NS: The art in Aristeia Rising is a tough act to follow. I loved the painted quality, the impressionistic style — it really does evoke something powerful, and it’s a little different from what you expect with science fiction. That said, everything we’ve seen of the new art from Concept House has been fantastic and inspiring. I think the shift in art is like the shift in writers — we each bring something new to the table as we build upon what’s come before.
KP: Let’s talk about Sam. What’s in store for her this time around? And how will she evolve? She’s lost a lot so far — her sister, then her lover — and it seems she’s starting to lose herself.
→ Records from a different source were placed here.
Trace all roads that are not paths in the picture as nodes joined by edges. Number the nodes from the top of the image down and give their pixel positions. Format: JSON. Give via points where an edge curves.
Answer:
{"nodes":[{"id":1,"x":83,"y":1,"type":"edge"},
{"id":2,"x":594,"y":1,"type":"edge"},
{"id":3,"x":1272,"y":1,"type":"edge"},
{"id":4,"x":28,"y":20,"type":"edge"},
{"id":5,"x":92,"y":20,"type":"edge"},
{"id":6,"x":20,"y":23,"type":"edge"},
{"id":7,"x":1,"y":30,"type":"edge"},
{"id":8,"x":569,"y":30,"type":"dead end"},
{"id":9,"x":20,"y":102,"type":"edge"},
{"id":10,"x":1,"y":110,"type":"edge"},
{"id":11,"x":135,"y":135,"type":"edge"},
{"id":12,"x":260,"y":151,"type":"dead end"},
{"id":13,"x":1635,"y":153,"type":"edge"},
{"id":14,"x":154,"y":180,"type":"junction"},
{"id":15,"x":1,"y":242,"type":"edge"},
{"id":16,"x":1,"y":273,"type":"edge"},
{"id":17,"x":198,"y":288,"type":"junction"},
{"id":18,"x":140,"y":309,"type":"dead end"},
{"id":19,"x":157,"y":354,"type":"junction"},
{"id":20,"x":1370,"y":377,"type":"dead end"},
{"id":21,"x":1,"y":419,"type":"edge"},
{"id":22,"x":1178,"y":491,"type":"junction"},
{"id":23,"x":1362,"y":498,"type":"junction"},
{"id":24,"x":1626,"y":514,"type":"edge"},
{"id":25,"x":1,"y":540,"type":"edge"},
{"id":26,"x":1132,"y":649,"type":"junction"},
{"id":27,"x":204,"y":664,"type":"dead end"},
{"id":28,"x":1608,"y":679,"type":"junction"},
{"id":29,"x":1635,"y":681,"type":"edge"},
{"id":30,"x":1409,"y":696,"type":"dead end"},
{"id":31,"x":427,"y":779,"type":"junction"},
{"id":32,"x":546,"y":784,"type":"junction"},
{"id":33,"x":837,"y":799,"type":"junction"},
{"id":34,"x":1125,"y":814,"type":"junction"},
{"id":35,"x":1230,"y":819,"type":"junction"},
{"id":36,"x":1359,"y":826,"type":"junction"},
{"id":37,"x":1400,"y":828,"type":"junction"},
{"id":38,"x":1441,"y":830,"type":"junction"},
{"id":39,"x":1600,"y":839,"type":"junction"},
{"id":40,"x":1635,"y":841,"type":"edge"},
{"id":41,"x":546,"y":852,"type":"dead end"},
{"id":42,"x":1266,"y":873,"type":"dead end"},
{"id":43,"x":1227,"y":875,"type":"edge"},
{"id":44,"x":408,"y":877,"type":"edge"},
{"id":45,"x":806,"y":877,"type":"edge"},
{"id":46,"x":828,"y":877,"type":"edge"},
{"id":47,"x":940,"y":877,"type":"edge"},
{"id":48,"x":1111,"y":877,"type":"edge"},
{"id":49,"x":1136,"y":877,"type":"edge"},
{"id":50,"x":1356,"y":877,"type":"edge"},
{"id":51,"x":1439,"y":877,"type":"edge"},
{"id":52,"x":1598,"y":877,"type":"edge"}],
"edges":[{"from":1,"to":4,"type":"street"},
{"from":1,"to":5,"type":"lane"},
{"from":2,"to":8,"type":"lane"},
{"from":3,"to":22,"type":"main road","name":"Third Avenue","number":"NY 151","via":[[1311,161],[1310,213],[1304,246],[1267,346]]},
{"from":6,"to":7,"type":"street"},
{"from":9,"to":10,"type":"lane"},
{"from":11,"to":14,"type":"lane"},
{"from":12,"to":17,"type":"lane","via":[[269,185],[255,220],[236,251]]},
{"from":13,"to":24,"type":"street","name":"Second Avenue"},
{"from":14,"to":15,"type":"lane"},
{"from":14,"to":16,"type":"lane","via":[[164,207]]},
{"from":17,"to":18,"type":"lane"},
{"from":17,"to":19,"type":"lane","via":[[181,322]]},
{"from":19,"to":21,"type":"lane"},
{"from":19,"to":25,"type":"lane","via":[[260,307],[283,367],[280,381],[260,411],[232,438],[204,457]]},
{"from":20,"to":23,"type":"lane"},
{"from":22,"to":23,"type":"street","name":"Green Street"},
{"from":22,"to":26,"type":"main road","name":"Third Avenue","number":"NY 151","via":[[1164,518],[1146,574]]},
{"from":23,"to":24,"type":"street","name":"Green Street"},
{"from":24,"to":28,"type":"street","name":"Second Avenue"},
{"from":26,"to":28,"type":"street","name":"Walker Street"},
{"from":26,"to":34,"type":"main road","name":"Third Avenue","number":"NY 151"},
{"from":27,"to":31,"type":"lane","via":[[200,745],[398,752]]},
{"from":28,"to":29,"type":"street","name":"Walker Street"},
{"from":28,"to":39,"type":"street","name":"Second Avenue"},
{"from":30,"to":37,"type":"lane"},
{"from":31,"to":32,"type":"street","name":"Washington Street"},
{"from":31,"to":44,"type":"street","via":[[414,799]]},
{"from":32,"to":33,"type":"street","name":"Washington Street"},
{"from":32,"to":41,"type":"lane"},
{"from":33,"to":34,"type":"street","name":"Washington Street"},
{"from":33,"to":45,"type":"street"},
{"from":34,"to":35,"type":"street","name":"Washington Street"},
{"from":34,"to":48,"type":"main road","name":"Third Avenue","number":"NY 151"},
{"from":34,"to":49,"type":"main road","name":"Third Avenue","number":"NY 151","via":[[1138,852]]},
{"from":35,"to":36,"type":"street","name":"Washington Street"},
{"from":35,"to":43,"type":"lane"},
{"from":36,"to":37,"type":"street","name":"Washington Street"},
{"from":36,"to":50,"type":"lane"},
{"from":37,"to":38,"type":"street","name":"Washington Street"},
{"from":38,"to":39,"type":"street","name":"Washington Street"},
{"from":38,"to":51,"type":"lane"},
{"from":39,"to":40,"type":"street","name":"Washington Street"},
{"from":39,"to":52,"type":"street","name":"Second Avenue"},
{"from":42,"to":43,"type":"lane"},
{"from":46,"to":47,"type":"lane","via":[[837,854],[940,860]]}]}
Will there be any healing for her, or will she slip deeper into the shadows?
CM: I love that you asked this! It’s true Sam’s lost a lot — life has not been kind to her — and yet the blows she’s been dealt and the scars she’s received are only serving to make her more resolute in Hubris. That’s for better and worse. There’s the healthy person she’d like to be and the powerful leader (literally and symbolically) that her followers need her to be. They’re not necessarily the same person. When you’re commanding an army and leading a movement, you don’t always have the opportunity to heal up and work through a serious problem like PTSD. Instead Sam finds ways to compensate — which risks seeing her slip deeper into the shadows.
KP: Sam obviously carries this story on her shoulders, which forces her to be a strong character. So going back to girls kicking ass and taking names, Clinnette, how did you take to the character?
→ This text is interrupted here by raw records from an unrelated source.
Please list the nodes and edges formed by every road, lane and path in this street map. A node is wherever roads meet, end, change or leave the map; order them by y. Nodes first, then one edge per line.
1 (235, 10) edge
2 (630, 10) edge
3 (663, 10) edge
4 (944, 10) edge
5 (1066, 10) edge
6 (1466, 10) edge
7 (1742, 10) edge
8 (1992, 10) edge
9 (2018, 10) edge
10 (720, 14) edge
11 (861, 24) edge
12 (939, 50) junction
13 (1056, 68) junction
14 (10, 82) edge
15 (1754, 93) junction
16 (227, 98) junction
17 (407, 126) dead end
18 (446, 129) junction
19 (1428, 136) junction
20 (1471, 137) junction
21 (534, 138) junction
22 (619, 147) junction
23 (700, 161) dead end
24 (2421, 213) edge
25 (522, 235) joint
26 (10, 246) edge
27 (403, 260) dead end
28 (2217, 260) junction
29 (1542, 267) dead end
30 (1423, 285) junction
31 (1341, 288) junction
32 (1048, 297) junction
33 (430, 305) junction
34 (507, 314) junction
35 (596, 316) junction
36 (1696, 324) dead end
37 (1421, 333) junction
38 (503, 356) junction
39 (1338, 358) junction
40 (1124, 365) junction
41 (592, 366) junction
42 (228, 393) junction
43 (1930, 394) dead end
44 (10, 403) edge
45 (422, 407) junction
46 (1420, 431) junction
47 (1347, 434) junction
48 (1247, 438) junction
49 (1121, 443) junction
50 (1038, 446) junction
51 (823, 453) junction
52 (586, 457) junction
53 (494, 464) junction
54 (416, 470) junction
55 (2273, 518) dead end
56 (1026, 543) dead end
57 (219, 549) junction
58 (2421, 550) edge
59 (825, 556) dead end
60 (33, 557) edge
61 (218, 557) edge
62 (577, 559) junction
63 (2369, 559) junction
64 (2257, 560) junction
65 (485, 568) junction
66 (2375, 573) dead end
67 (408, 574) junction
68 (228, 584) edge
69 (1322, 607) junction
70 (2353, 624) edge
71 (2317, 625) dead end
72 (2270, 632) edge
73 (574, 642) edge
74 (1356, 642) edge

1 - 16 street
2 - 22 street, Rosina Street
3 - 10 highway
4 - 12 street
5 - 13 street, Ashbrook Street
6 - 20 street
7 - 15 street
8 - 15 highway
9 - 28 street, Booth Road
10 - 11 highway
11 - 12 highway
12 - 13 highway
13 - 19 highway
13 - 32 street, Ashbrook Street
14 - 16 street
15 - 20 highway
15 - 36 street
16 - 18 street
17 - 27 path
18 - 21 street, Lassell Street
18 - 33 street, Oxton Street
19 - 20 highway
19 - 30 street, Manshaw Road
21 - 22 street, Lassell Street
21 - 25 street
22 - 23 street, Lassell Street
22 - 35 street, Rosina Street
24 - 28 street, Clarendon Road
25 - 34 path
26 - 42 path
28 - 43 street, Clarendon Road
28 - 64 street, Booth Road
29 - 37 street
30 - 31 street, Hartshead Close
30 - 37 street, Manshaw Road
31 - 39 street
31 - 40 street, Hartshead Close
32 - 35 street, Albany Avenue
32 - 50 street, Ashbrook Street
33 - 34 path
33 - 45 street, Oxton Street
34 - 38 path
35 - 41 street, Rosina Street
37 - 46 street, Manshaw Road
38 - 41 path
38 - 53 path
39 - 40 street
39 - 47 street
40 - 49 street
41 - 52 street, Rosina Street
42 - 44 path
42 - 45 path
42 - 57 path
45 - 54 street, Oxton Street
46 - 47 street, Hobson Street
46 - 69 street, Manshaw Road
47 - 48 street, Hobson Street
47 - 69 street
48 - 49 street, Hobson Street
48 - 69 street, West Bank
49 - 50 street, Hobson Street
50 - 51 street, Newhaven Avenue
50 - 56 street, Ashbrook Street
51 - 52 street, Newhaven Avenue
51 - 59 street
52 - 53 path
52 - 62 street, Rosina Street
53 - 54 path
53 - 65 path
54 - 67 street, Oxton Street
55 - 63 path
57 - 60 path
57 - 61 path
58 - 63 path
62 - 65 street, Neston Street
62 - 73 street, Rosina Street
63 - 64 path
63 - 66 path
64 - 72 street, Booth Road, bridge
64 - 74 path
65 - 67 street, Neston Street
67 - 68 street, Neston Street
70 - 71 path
CM: Well, at heart I’m an introvert. I’m shy. So it’s fun and empowering to spend time in a world with such a strong and dynamic female presence. Her candor is really endearing. She’s tough and honest and very confident when playing to her strengths but also she wears her emotions on her sleeve. Which I can relate to. It’s also been challenging because she lives in a really dark place. You don’t want to take that with you into your everyday life!
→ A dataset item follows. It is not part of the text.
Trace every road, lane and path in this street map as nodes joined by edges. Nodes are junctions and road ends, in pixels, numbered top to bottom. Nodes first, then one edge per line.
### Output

KP: Are we going to see Sam’s little sister’s hologram again? I really liked that aspect of Sam’s character, that the person she’s closest to isn’t even real.
NS: Yes, the Ria therapy hologram makes a comeback. I’m with you in that there’s something really appealing about Sam pouring out her soul to this digital “ghost” who’s simulating her late sister. Seeing a version of Ria in this state of arrested development — killed so young — ties nicely into Sam’s emotional blocks, the pain she carries that she’s yet to work through. When we get to Mars, we also get to see some other people from Sam’s past and I think it gives an interesting perspective of where she came from as she figures out where she’s going.
KP: Last time we spoke I think I asked if there was going to be a Shrapnel movie, and Nick, you said no. But, I swear two weeks later, news breaks that Len Wiseman has grabbed the rights to do the film. Can you supply any news on the project?
NS: I swear I wasn’t being coy with you in that conversation — Len Wiseman coming aboard was a very cool surprise and I was thrilled to hear the news! Since then Len has taken another project to direct, but Shrapnel’s still in active development with Mark Gordon (Saving Private Ryan) and I’m hopeful it’s just a matter of time before it comes to the big screen. Likewise, there are efforts going on now to make a Shrapnel videogame a reality, and it’s deeply gratifying to see so many talented, creative people getting behind the project and helping it reach its potential in so many different ways.
KP: It’s been wonderful to chat again, Nick, and Clinnette, I hope we get to talk again in the future. The comic sounds phenomenal, and I’m sure it’ll blow everyone’s minds.
CM: Thanks, Karyn, it’s been great talking with you!
NS: Absolutely — thanks for the kind words, for the enthusiasm and for such smart and fun questions! Looking forward to chatting with you again!